### What you will do
Count every line below that holds "nodes". The answer is the number alone.

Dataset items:
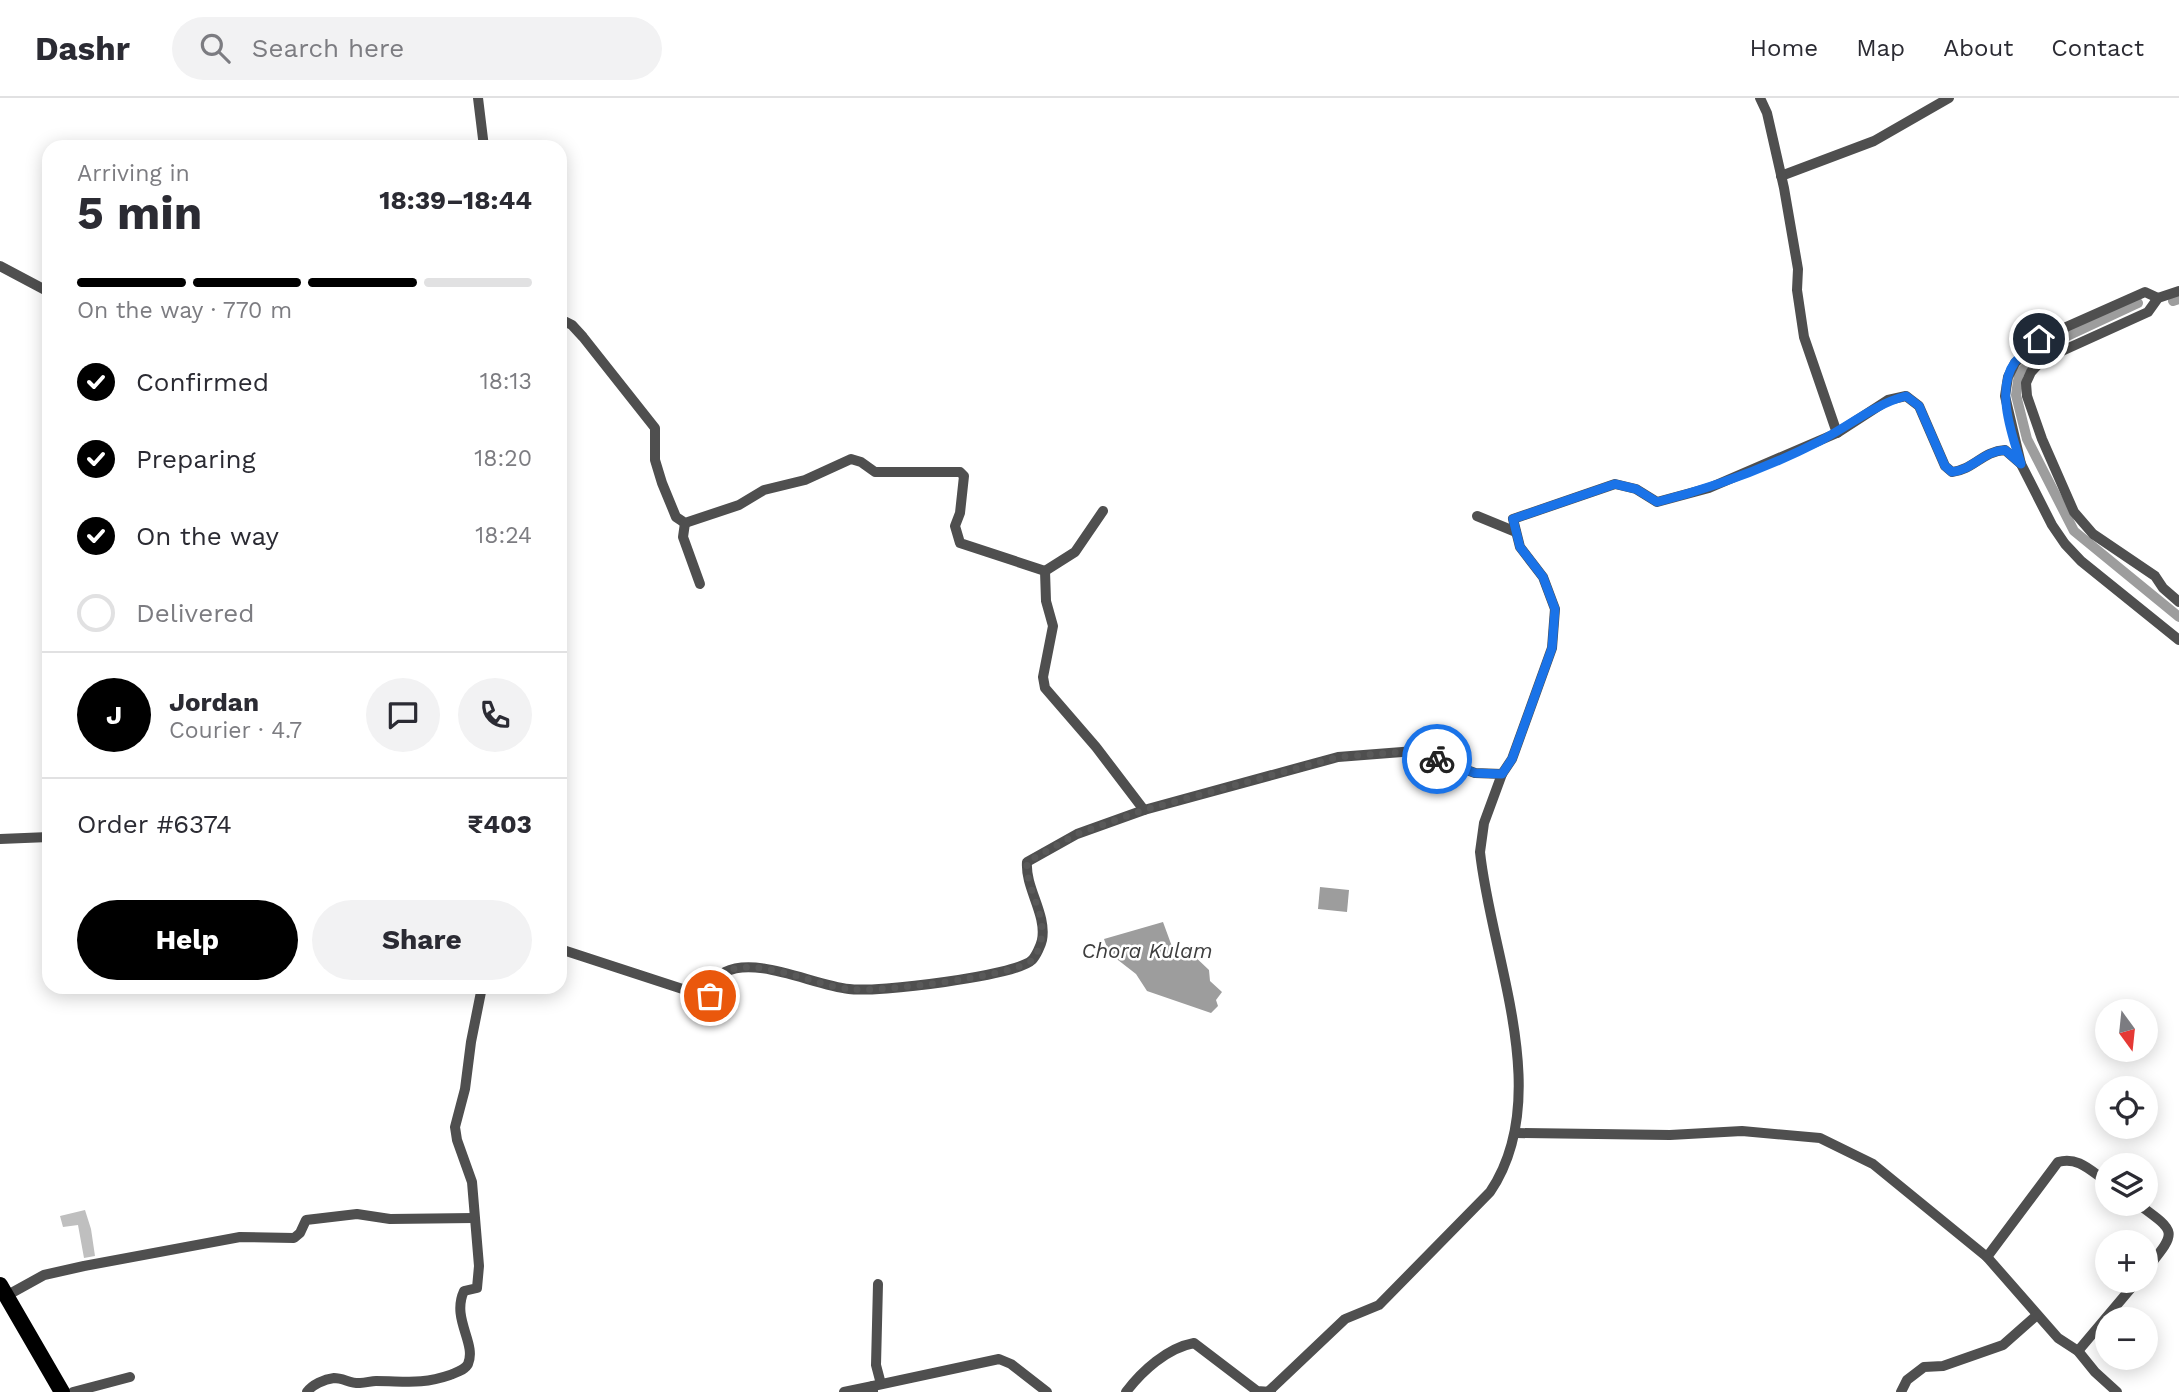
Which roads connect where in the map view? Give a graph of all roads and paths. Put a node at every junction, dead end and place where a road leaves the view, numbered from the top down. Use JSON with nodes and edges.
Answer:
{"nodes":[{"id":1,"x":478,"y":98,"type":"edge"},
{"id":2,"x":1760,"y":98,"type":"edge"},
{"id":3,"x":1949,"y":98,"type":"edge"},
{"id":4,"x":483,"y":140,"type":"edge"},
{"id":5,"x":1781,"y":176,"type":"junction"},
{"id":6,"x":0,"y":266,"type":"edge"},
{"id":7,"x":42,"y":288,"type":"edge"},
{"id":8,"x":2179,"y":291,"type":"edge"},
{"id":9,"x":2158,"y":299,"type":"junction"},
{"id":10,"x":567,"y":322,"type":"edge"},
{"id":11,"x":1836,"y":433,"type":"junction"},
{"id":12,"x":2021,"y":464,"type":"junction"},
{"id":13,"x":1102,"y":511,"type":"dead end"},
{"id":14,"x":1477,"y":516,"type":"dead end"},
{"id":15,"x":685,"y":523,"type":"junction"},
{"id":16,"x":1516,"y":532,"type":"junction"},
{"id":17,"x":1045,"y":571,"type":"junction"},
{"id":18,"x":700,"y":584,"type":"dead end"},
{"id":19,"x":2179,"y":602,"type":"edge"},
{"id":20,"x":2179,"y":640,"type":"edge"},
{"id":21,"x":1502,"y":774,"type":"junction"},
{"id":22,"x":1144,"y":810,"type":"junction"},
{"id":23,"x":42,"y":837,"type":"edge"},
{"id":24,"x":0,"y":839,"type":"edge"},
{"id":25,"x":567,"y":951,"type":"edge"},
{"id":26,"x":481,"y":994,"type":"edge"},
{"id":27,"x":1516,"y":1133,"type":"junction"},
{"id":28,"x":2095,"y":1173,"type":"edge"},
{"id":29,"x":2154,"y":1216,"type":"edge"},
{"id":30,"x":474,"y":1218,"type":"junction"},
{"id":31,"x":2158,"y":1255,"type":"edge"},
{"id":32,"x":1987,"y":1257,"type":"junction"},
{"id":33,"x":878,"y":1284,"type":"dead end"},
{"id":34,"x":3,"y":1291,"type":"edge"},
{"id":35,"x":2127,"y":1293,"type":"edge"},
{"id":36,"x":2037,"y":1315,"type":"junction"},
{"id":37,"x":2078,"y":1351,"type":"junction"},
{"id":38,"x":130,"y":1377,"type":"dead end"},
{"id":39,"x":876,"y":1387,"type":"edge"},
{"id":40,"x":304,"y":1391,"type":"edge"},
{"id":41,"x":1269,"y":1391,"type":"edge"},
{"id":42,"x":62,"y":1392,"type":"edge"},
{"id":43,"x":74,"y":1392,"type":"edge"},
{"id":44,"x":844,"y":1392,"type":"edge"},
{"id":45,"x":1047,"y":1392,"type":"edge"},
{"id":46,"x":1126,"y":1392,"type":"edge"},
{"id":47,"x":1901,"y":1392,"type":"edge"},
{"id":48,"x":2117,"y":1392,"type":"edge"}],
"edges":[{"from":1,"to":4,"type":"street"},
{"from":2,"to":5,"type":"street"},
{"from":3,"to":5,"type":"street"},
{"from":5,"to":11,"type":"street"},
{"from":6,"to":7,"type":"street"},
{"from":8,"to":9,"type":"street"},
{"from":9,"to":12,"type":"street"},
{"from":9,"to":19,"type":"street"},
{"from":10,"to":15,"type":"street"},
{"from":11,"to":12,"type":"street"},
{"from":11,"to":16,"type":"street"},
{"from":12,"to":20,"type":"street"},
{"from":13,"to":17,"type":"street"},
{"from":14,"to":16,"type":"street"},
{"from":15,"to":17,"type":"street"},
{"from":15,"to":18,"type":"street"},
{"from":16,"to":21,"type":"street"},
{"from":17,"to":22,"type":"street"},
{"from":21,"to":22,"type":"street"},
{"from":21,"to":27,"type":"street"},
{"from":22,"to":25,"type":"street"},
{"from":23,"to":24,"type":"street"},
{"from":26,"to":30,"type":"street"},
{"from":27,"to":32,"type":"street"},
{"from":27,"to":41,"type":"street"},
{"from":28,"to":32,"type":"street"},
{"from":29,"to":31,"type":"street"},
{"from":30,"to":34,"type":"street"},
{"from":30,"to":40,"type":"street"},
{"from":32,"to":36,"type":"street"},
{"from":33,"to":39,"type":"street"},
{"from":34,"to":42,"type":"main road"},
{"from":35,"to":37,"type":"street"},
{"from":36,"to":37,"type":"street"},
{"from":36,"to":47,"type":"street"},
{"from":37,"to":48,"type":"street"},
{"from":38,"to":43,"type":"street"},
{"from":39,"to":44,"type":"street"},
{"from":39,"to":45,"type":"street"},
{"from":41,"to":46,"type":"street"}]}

### Answer space
2